For the entries that follow, say how many lines hold the string "main", with nothing else in the reply.

....

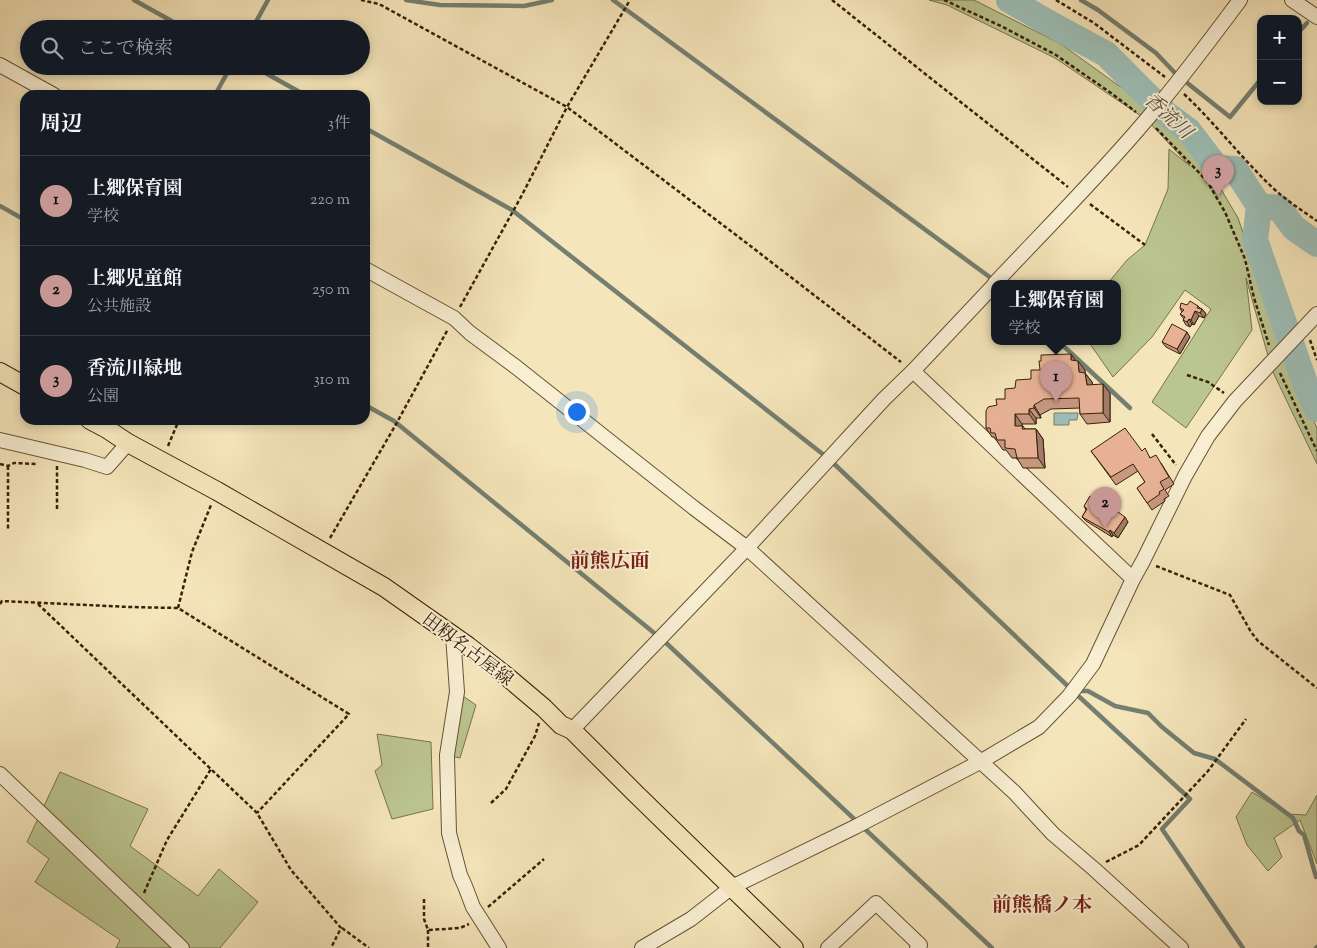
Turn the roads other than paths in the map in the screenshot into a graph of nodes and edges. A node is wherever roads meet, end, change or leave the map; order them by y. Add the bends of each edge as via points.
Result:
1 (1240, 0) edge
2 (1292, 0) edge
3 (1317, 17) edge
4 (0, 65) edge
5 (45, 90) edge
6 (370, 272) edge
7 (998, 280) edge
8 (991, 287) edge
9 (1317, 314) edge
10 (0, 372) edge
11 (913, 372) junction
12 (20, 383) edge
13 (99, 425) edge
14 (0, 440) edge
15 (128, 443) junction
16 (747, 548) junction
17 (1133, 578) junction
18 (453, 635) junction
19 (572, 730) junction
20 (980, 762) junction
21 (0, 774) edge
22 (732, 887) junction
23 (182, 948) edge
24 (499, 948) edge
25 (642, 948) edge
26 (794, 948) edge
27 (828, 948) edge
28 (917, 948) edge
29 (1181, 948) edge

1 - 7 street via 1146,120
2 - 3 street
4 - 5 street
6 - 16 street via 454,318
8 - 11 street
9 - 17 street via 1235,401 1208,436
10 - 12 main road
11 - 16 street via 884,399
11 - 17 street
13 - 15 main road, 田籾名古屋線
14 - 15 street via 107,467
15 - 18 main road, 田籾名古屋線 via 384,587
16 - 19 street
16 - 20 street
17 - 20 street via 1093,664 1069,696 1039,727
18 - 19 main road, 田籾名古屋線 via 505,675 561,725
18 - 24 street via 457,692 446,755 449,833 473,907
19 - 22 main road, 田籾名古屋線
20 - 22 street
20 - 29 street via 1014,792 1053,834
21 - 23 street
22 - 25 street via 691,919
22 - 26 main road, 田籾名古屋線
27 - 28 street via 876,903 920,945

....

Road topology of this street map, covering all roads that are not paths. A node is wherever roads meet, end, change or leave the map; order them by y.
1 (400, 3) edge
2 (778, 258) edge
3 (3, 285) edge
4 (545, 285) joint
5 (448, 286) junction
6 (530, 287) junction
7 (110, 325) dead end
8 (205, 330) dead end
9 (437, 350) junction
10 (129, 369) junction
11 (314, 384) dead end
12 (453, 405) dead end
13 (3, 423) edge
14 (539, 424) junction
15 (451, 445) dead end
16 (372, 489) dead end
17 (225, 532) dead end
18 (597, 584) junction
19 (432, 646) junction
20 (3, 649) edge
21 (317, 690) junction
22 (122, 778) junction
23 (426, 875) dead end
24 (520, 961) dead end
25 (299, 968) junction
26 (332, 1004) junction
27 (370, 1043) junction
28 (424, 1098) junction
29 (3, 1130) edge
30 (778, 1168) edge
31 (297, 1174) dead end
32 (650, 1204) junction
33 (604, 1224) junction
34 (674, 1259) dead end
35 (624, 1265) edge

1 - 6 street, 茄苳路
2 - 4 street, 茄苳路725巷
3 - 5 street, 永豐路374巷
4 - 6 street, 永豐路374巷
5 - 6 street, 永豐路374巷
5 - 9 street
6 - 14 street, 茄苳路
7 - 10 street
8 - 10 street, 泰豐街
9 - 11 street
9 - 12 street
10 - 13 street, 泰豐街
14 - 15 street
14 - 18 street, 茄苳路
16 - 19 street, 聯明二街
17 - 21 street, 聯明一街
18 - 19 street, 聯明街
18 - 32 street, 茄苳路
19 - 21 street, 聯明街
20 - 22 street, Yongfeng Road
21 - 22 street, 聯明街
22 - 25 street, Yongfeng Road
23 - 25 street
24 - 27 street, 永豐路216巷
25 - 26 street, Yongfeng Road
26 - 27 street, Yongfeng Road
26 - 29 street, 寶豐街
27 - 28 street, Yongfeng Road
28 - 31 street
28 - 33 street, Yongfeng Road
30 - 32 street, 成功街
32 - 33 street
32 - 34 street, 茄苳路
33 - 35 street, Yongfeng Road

....

**Result:** 6